Il clima da "tolleranza zero", anche qui, rischia di far crescere la popolazione dell'isolotto: "Dei 60mila nuovi detenuti previsti - continua Dall'Aquila - almeno 6mila saranno campani: cifre da capogiro. A Poggioreale in 2300 si affollano in stanzoni da 8 fino a 15 posti". E' una "fabbrica sociale della devianza" determinata, per quanto riguarda i più giovani, dall'inasprimento delle pene per il reato di scippo. Riprende Maranta, ferroviere cinquantenne nato nel popolare quartiere di S. Giovanni a Teduccio e politicizzatosi con le lotte contro l'amianto: "Prima gli ospiti di Nisida erano qui per quel reato, ora - a parità di rischio - preferiscono i più redditizi di rapina o anche i reati contro la persona, come il tentato omicidio". "I ragazzi che abbiamo trovato sono tutti di famiglie povere, costrette in quartieri disagiati della periferia napoletana - racconta ancora Maranta - dove il circuito della disgregazione sociale non gli ha dato scelta".

Ragazzi del Maghreb, bambine rom sono sempre di più a condividere l'esperienza del "riformatorio" con scugnizzi ormai alle prese con affari più grandi di loro: "In tanti assumono sostanze chimiche senza per questo considerarsi "tossici" - riprende Maranta - è la cultura dello sballo che si somma alla marginalità più tradizionale". Per parecchi di loro, Nisida è l'unico luogo dove hanno avuto una stanza vera.

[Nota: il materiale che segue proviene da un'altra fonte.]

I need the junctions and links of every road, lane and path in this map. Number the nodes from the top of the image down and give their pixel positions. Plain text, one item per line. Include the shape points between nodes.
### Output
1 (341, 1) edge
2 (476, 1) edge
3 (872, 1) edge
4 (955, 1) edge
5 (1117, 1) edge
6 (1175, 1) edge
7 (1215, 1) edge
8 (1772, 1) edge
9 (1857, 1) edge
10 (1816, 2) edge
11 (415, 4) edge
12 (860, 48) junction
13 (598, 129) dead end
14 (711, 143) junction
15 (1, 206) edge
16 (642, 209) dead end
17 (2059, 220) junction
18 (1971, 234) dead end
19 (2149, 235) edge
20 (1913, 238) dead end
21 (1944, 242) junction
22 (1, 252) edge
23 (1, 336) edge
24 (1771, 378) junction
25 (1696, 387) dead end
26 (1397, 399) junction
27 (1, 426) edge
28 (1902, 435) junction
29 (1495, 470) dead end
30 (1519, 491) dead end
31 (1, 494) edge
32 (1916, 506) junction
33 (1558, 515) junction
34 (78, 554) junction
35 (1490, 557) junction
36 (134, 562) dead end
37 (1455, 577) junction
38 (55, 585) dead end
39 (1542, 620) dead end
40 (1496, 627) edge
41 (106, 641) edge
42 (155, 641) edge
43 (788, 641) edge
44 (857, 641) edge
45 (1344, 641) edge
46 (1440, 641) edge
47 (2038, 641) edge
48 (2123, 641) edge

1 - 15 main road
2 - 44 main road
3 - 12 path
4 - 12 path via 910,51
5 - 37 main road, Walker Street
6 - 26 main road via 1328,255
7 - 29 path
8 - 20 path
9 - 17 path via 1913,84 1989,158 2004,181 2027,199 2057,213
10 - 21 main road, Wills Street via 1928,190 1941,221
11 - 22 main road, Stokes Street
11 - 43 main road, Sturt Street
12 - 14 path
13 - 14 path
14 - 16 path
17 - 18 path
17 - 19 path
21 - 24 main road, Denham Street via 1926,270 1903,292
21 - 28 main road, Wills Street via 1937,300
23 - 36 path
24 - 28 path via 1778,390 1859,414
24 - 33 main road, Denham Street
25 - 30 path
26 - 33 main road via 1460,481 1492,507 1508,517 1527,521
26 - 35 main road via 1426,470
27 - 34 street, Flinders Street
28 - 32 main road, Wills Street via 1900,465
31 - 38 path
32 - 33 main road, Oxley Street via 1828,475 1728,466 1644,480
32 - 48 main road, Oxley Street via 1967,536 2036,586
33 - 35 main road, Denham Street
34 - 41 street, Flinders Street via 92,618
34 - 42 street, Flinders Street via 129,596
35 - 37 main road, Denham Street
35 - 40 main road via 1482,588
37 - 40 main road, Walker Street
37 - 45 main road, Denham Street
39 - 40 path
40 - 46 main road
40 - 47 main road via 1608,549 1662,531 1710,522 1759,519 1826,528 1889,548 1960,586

Qualcuno racconta che "oltre alla libertà non gli manca nulla". In realtà, specie per gli stranieri, le magagne non mancano: "la barriera linguistica che gli nega la consapevolezza dei diritti, l'assenza di adeguata difesa che li inchioda al carcere, l'ignoranza della possibilità del gratuito patrocinio (un legale scelto da loro ma pagato dallo Stato) e l'assenza delle famiglie che rende inaccessibili i benefici penitenziari". E quelle nuove celle ancora vuote che sembrano annunciare l'inversione del vento. Anziché "soffiare il vento di Nisida verso la città, con l'espansione dei servizi verso i quartieri", come suggerisce Maranta "per appoggiare le lotte delle famiglie delle Vele di Scampia o dei giovani di Ponticelli, sarà il cattivo alito del continente, dell'ossessione sicuritaria delle destre, a vanificare gli sforzi di "don Peppino", il cuoco, degli operatori e perfino degli agenti penitenziari.